5 Robust estimation in classification: \(p_{_n}\approx n\), \(p_{_n}\gg n\)

This section deals with the binary response variable Y which takes values 0 and 1. In this case, the mean regression function \(m({\varvec{x}})\) in (1) becomes the class label probability, \({\text{P}}(Y = 1 \mid {\varvec{X}}= {\varvec{x}})\). From the penalized robust-\({\text{BD}}\) estimate \(\widehat{{\widetilde{{\varvec{\beta }}}}}\) proposed in either Sect. 3 or Sect. 4, we can construct the “penalized robust-\({\text{BD}}\) classifier”, \({\widehat{\phi }}({\varvec{x}}) = {\text{I}}\{{\widehat{m}}({\varvec{x}}) > 1/2\},\) for a future input variable \({\varvec{x}}\), where \({\widehat{m}}({\varvec{x}})= F^{-1}({\widetilde{{\varvec{x}}}}^T\widehat{{\widetilde{{\varvec{\beta }}}}})\).

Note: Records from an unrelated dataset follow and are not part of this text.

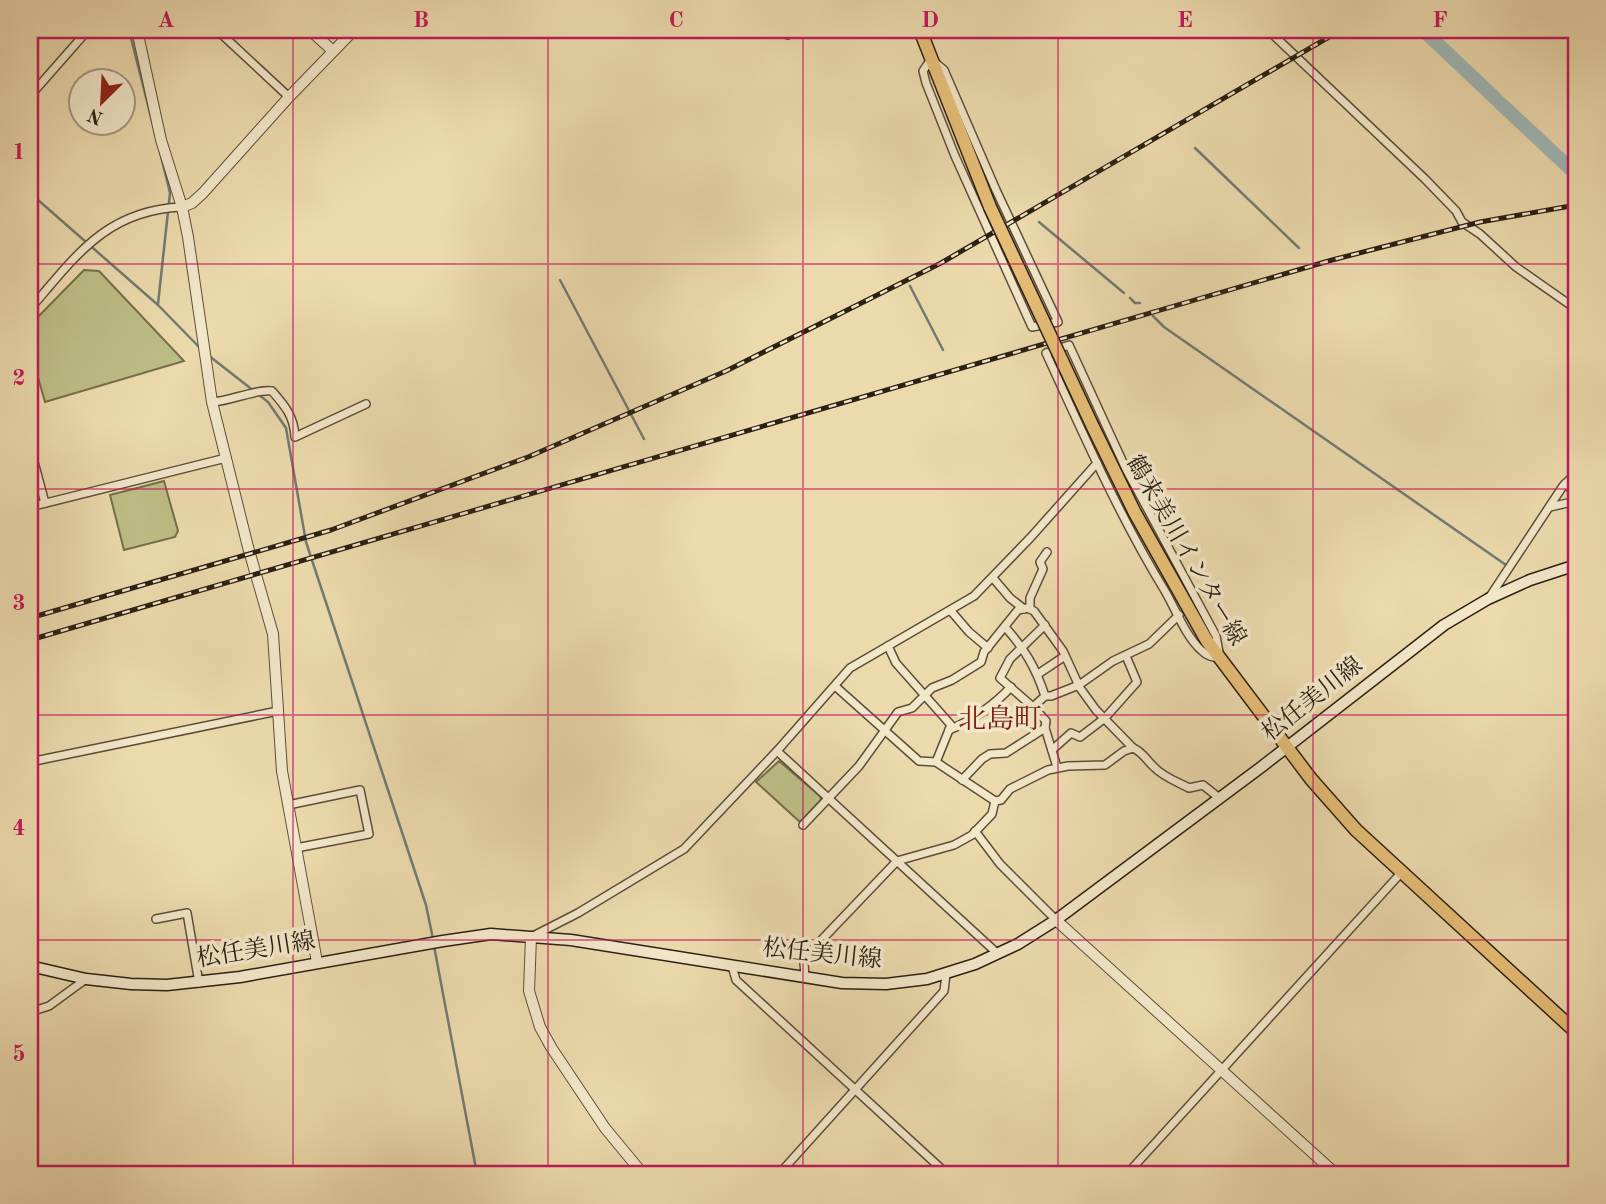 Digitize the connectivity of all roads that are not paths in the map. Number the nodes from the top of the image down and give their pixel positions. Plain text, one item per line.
1 (88, 30) edge
2 (137, 30) edge
3 (217, 30) edge
4 (310, 30) edge
5 (354, 30) edge
6 (920, 30) edge
7 (1268, 30) edge
8 (333, 51) junction
9 (931, 59) junction
10 (30, 96) edge
11 (289, 97) junction
12 (173, 207) junction
13 (30, 309) edge
14 (1576, 309) edge
15 (212, 402) junction
16 (366, 404) dead end
17 (30, 447) edge
18 (226, 458) junction
19 (1097, 463) junction
20 (1576, 473) edge
21 (1565, 484) junction
22 (1576, 493) edge
23 (1576, 501) edge
24 (45, 503) junction
25 (30, 507) edge
26 (1550, 507) junction
27 (1047, 552) dead end
28 (1576, 565) edge
29 (993, 578) junction
30 (1488, 599) junction
31 (1027, 609) junction
32 (951, 611) junction
33 (1178, 615) junction
34 (1045, 625) junction
35 (1005, 626) junction
36 (888, 646) junction
37 (988, 648) junction
38 (1023, 648) junction
39 (1065, 656) junction
40 (1126, 656) junction
41 (1220, 658) junction
42 (1038, 674) junction
43 (1079, 685) junction
44 (835, 686) junction
45 (1011, 687) junction
46 (925, 694) junction
47 (1045, 696) junction
48 (1033, 707) junction
49 (278, 711) junction
50 (1105, 718) junction
51 (1045, 728) junction
52 (949, 730) junction
53 (883, 731) junction
54 (1286, 747) junction
55 (1133, 748) junction
56 (1052, 750) junction
57 (777, 751) junction
58 (30, 762) edge
59 (936, 762) junction
60 (1057, 767) junction
61 (962, 780) junction
62 (1218, 797) junction
63 (828, 798) junction
64 (995, 801) junction
65 (288, 804) junction
66 (803, 825) dead end
67 (975, 831) junction
68 (296, 848) junction
69 (897, 861) junction
70 (1401, 873) junction
71 (156, 919) dead end
72 (1056, 920) junction
73 (531, 937) junction
74 (998, 954) junction
75 (317, 962) junction
76 (30, 966) edge
77 (732, 966) junction
78 (946, 974) junction
79 (805, 978) junction
80 (86, 979) junction
81 (199, 983) junction
82 (30, 1012) edge
83 (1576, 1032) edge
84 (1223, 1071) junction
85 (855, 1091) junction
86 (643, 1174) edge
87 (779, 1174) edge
88 (947, 1174) edge
89 (1127, 1174) edge
90 (1336, 1174) edge

1 - 10 street
2 - 12 street
3 - 11 street
4 - 8 street
5 - 8 street
6 - 9 main road, 鶴来美川インター線
7 - 14 street
8 - 11 street
9 - 9 street
9 - 41 main road, 鶴来美川インター線, bridge
11 - 12 street
12 - 13 street
12 - 15 street
15 - 16 street
15 - 18 street
17 - 24 street
18 - 24 street
18 - 49 street
19 - 29 street
19 - 33 street
19 - 41 street
20 - 21 street
21 - 22 street
21 - 26 street
23 - 26 street
24 - 25 street
26 - 30 street
27 - 31 street
28 - 30 main road, 松任美川線
29 - 31 street
29 - 32 street
30 - 54 main road, 松任美川線
31 - 34 street
31 - 35 street
32 - 36 street
32 - 37 street
33 - 40 street
33 - 41 street
34 - 38 street
34 - 39 street
35 - 37 street
35 - 38 street
36 - 44 street
36 - 46 street
37 - 46 street
38 - 42 street
38 - 45 street
39 - 42 street
39 - 43 street
40 - 43 street
40 - 50 street
41 - 54 main road, 鶴来美川インター線
42 - 47 street
43 - 47 street
43 - 50 street
44 - 53 street
44 - 57 street
45 - 48 street
45 - 52 street
46 - 52 street
46 - 53 street
47 - 48 street
48 - 51 street
49 - 58 street
49 - 65 street
50 - 55 street
50 - 56 street
51 - 56 street
51 - 61 street
52 - 59 street
53 - 59 street
53 - 63 street
54 - 62 main road, 松任美川線
54 - 70 main road, 鶴来美川インター線
55 - 60 street
55 - 62 street
56 - 60 street
57 - 63 street
57 - 73 street
59 - 61 street
60 - 64 street
61 - 64 street
62 - 72 main road, 松任美川線
63 - 66 street
63 - 69 street
64 - 67 street
65 - 68 street
65 - 68 street
67 - 69 street
67 - 72 street
68 - 75 street
69 - 74 street
69 - 79 street
70 - 83 main road, 鶴来美川インター線
70 - 84 street
71 - 81 street
72 - 74 main road, 松任美川線
72 - 84 street
73 - 75 main road, 松任美川線
73 - 77 main road, 松任美川線
73 - 86 street
74 - 78 main road, 松任美川線
75 - 81 main road, 松任美川線
76 - 80 main road, 松任美川線
77 - 79 main road, 松任美川線
77 - 85 street
78 - 79 main road, 松任美川線
78 - 85 street
80 - 81 main road, 松任美川線
80 - 82 street
84 - 89 street
84 - 90 street
85 - 87 street
85 - 88 street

In the classification literature, the misclassification loss of a classification rule \(\phi\) at a sample point \(({\varvec{x}}, y)\) is \(l(y, \phi ({\varvec{x}})) = {\text{I}}\{y \ne \phi ({\varvec{x}})\}\). The risk of \(\phi\) is the expected misclassification loss, \(R(\phi ) = {\text{E}}\{l(Y, \phi (X))\} = {\text{P}}(\phi ({\varvec{X}}) \ne Y)\). The optimal Bayes rule, which minimizes the risk over \(\phi\), is \(\phi _{\mathrm {\scriptscriptstyle B}}({\varvec{x}})={\text{I}}\{m({\varvec{x}}) > 1/2\}\). For a test sample \(({\varvec{X}}^o, Y^o)\), which is an \(\mathrm {i.i.d.}\) copy of samples in the training set \(\mathcal T_n=\{({\varvec{X}}_{i}, Y_{i}): i=1,\ldots ,n\}\), the optimal Bayes risk is then \(R(\phi _{{\mathrm {\scriptscriptstyle B}}}) = {\text{P}}(\phi _{{\mathrm {\scriptscriptstyle B}}}({\varvec{X}}^o) \ne Y^o)\). Meanwhile, the conditional risk of the classification rule \({\widehat{\phi }}\) is \(R({\widehat{\phi }} \mid \mathcal T_n) = {\text{P}}({\widehat{\phi }}({\varvec{X}}^o) \ne Y^o \mid \mathcal T_n)\).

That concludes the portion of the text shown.